▶ What is being asked: Search the records for the string "DORIS" and copy every line in which it appears.

▶ Information shown:
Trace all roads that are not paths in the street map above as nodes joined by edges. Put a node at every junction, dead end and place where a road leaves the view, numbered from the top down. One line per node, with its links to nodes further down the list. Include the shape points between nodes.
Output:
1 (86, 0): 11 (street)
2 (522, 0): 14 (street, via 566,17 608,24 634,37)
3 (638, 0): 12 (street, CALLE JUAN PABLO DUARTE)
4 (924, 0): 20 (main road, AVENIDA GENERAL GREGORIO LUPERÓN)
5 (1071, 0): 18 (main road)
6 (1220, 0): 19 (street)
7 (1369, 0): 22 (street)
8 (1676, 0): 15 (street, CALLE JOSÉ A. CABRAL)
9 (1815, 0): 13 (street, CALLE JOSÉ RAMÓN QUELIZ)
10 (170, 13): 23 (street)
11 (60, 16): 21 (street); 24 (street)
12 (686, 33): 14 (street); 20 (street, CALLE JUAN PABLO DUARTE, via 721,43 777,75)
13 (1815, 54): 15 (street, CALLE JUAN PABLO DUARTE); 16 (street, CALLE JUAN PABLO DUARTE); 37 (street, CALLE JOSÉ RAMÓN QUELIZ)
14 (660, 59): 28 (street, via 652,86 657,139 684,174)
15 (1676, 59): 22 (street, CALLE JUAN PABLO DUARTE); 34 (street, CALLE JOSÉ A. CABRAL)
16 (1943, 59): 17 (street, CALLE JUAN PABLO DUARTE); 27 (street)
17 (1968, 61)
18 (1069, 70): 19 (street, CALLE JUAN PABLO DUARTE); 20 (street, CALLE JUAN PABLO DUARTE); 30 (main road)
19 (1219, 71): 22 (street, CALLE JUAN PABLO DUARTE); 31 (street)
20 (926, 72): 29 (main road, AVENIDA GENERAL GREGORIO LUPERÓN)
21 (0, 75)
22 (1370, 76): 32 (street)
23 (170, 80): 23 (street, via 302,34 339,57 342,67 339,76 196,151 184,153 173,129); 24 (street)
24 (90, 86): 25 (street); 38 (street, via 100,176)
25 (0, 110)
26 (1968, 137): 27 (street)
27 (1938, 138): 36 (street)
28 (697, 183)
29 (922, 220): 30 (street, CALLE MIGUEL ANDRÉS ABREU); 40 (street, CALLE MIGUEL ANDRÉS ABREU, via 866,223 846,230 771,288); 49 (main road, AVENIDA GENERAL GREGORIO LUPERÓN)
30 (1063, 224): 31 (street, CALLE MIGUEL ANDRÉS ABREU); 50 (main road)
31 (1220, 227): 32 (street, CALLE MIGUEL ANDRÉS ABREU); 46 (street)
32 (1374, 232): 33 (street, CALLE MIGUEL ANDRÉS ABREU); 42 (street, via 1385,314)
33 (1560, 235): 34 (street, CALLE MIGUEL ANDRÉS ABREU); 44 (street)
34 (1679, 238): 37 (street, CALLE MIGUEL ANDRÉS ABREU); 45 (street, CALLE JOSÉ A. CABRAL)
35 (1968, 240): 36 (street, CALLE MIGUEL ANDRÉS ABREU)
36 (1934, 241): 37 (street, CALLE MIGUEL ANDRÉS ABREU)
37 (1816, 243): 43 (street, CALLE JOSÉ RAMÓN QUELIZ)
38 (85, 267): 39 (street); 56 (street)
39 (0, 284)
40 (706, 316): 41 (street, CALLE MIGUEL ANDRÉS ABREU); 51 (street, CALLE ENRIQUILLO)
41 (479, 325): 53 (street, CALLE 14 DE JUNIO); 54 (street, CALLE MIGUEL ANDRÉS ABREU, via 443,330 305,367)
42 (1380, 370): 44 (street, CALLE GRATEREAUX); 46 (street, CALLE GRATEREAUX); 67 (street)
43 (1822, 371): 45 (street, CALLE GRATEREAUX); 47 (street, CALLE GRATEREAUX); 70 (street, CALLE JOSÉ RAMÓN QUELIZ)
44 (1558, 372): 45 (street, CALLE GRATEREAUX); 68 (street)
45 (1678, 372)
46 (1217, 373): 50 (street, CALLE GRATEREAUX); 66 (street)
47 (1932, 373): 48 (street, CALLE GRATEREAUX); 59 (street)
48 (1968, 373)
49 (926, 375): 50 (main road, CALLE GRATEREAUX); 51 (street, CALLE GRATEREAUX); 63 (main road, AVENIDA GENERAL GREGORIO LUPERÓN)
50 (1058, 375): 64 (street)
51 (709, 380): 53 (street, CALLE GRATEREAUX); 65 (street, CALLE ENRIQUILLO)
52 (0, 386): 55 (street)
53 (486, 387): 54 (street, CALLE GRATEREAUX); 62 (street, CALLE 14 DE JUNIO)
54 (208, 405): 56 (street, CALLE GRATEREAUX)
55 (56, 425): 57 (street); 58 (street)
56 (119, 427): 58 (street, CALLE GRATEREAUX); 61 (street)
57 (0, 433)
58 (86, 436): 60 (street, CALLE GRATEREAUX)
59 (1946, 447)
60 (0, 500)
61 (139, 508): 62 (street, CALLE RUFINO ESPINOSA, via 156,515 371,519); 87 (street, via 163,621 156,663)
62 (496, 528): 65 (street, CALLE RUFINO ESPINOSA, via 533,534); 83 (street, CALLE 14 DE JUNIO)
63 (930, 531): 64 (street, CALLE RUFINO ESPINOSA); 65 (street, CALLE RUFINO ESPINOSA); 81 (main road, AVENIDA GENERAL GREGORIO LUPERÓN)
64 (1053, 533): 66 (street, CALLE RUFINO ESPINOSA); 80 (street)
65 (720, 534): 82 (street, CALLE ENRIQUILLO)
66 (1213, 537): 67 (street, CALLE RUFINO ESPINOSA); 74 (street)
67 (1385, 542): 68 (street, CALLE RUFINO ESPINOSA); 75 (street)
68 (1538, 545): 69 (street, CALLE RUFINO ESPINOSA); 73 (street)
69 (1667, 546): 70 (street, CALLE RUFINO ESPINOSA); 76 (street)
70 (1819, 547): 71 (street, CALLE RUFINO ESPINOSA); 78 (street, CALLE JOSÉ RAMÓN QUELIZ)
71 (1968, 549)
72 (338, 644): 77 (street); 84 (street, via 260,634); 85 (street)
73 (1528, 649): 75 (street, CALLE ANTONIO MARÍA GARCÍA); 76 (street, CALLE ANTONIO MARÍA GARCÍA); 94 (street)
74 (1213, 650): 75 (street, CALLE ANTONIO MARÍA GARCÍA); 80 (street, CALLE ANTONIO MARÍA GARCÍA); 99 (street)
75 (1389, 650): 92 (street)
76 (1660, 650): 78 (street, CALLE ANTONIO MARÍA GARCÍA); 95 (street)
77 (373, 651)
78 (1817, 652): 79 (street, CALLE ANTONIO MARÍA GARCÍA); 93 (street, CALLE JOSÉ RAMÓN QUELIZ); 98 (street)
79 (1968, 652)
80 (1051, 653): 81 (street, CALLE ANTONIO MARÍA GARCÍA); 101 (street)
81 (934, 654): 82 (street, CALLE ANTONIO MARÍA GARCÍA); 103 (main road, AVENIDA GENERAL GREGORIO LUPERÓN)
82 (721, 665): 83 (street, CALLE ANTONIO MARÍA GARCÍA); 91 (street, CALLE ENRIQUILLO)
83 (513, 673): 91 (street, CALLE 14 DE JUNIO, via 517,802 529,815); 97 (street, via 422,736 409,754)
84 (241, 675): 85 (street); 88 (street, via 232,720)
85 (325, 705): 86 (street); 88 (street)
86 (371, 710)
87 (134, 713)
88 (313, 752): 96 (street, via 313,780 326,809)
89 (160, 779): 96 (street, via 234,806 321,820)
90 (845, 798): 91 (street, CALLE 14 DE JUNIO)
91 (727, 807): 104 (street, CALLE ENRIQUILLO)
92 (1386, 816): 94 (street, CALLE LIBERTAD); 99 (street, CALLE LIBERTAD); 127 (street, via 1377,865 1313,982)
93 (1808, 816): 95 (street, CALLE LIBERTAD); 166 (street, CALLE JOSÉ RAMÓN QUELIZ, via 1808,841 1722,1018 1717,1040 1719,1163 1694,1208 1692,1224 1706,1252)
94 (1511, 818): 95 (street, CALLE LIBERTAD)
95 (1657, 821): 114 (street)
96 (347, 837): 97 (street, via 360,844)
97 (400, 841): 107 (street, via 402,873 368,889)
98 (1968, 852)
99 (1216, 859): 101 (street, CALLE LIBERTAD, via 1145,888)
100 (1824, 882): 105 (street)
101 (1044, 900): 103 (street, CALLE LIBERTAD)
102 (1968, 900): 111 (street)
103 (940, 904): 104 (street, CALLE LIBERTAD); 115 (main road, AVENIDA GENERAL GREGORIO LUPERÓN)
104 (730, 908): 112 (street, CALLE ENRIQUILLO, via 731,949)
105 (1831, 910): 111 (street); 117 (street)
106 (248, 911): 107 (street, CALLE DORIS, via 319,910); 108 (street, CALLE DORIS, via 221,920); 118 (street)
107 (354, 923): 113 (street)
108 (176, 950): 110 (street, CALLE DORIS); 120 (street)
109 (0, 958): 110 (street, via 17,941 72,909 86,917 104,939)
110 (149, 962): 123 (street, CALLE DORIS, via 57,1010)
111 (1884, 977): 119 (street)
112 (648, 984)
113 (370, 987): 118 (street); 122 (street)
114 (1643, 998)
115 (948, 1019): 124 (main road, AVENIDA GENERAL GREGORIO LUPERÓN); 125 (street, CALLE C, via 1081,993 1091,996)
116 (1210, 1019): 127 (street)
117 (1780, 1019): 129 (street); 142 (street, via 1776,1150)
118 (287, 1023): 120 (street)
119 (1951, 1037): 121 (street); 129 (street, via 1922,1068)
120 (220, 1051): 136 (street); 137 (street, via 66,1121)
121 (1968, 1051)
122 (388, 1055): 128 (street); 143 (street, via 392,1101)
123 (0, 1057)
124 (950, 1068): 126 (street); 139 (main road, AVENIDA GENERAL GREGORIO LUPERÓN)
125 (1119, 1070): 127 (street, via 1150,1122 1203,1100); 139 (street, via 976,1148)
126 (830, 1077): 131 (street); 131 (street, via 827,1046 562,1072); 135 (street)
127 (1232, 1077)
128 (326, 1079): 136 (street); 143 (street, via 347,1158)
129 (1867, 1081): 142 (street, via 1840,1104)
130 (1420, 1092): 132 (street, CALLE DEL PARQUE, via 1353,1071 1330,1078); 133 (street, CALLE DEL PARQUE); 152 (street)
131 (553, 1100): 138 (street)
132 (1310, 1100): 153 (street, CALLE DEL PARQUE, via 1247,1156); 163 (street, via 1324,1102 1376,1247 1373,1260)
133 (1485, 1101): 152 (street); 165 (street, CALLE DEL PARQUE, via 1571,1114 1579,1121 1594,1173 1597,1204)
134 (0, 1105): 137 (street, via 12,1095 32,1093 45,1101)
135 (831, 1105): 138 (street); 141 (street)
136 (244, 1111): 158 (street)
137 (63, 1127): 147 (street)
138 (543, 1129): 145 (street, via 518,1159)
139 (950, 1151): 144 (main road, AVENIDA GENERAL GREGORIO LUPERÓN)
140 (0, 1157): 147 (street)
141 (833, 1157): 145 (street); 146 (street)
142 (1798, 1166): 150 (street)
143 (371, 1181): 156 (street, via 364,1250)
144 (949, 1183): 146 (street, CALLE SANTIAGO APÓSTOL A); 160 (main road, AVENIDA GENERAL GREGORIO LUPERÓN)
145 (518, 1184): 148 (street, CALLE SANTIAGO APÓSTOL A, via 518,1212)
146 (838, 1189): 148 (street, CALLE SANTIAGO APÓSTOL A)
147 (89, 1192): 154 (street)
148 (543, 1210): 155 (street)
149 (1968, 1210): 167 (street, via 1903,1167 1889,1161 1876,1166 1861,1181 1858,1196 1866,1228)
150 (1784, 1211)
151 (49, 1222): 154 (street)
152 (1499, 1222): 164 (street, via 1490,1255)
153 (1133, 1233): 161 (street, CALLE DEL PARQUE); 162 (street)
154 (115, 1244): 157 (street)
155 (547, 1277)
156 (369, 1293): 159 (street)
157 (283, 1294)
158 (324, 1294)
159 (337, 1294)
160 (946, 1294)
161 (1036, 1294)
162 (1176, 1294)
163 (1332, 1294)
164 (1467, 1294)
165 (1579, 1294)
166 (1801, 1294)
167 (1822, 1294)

▶ Exercise answer:
106 (248, 911): 107 (street, CALLE DORIS, via 319,910); 108 (street, CALLE DORIS, via 221,920); 118 (street)
108 (176, 950): 110 (street, CALLE DORIS); 120 (street)
110 (149, 962): 123 (street, CALLE DORIS, via 57,1010)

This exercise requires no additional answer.